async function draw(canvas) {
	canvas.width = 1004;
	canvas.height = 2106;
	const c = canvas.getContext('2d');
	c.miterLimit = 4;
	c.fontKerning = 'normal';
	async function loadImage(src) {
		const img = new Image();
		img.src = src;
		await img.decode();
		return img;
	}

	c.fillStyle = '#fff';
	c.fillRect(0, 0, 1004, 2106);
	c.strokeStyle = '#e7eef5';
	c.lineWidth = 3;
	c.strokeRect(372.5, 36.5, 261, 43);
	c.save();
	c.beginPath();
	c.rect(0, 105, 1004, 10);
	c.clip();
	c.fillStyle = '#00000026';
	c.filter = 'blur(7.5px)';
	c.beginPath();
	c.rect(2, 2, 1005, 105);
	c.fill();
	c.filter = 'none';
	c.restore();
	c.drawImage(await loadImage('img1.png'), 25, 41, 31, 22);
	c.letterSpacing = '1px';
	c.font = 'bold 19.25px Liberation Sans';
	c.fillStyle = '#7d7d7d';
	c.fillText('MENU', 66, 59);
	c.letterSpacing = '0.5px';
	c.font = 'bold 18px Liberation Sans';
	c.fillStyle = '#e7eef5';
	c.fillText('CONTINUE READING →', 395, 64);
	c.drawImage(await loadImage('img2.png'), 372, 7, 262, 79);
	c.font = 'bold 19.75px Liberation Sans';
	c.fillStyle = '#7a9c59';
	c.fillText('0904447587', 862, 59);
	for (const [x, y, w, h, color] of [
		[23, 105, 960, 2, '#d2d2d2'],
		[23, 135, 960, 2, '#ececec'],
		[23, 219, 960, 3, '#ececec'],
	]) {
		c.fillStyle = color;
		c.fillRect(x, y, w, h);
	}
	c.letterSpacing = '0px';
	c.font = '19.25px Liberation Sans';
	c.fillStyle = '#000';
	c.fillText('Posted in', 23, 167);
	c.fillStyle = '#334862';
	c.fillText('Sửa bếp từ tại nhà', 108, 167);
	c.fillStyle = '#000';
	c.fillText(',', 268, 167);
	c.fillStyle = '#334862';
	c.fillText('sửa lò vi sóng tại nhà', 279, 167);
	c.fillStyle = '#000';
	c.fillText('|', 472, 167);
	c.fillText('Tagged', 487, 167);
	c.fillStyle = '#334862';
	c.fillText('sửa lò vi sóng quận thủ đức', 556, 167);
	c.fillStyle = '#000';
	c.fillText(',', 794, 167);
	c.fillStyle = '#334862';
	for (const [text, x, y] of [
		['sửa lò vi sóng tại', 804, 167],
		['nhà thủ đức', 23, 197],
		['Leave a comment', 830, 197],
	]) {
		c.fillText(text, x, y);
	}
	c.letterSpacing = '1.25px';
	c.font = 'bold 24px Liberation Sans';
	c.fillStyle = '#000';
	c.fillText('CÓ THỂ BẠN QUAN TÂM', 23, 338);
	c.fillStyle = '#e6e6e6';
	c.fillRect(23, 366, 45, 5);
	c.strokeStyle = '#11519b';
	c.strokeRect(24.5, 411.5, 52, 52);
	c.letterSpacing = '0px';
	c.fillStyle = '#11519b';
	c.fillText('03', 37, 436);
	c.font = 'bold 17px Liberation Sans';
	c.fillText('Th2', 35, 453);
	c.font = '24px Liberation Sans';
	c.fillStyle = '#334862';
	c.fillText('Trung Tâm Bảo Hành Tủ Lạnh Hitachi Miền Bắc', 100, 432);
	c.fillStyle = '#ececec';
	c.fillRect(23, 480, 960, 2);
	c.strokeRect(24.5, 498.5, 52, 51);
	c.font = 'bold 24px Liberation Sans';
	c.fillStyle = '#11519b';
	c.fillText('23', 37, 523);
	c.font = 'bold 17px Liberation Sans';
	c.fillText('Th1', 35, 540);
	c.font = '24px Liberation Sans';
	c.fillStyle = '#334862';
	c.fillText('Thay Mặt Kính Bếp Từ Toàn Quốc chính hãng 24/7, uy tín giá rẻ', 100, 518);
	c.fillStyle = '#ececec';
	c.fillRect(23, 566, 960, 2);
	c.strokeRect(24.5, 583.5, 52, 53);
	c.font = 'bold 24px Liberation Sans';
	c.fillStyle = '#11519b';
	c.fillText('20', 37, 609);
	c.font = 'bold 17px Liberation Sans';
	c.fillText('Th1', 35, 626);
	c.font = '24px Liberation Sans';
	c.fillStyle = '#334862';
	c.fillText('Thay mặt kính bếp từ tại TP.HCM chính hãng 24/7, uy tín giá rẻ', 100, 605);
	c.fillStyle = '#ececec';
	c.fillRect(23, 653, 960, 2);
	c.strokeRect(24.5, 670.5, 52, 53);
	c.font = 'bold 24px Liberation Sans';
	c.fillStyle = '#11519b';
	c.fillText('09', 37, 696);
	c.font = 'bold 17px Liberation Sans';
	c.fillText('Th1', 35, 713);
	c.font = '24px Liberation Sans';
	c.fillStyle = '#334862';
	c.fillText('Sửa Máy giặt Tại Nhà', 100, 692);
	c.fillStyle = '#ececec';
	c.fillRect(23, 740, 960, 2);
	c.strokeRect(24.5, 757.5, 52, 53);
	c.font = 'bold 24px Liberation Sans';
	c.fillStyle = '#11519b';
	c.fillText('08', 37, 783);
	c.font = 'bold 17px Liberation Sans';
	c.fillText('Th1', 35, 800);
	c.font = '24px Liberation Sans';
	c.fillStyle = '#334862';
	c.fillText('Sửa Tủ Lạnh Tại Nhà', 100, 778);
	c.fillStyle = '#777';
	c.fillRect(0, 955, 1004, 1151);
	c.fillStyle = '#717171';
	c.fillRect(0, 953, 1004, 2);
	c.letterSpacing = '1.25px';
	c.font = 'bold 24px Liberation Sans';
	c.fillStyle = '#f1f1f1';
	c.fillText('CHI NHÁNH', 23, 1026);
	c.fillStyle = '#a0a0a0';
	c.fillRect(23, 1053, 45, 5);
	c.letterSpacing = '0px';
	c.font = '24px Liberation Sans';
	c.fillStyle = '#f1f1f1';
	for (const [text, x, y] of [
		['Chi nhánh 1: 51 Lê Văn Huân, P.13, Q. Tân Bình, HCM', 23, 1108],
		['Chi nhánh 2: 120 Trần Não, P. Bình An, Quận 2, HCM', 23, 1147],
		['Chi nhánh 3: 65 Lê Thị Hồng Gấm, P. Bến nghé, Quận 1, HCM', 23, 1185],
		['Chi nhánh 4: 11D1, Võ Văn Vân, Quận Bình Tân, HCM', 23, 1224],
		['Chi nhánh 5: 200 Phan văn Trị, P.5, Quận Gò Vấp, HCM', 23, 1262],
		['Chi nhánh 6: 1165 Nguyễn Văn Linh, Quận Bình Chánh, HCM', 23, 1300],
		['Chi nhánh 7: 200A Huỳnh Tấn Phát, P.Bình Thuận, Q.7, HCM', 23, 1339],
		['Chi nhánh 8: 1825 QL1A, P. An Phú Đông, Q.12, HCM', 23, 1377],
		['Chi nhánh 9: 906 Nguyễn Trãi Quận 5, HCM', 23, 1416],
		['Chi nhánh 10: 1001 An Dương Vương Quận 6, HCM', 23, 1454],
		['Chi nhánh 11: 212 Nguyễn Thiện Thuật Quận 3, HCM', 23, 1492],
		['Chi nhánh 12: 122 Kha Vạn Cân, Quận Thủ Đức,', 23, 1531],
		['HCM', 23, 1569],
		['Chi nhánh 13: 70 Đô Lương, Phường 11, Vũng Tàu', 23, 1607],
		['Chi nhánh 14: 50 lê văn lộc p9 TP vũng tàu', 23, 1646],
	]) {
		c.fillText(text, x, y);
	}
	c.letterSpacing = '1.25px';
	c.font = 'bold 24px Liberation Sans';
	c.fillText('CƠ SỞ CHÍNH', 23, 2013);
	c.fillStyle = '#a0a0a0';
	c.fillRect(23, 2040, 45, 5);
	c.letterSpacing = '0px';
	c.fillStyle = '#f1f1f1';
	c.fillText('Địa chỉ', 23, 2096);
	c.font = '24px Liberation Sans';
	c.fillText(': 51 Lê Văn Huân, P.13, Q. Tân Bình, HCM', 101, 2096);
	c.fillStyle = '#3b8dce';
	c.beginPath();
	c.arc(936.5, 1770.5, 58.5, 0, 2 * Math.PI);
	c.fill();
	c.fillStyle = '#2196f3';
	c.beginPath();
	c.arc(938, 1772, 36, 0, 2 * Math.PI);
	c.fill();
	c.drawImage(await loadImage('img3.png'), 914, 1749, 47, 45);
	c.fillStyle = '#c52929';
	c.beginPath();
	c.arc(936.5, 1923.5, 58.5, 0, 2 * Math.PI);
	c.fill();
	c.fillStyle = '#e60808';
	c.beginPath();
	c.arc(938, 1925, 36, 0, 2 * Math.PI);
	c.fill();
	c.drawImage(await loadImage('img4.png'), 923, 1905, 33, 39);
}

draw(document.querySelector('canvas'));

§ **PROBLEM REQUIREMENTS**
Set down the lines from the one with "c.fillStyle = '#e60808';" through the end of the data above. Keep each exactly as written and add no other line.

§ **EXERCISE SOLUTION**
	c.fillStyle = '#e60808';
	c.beginPath();
	c.arc(938, 1925, 36, 0, 2 * Math.PI);
	c.fill();
	c.drawImage(await loadImage('img4.png'), 923, 1905, 33, 39);
}

draw(document.querySelector('canvas'));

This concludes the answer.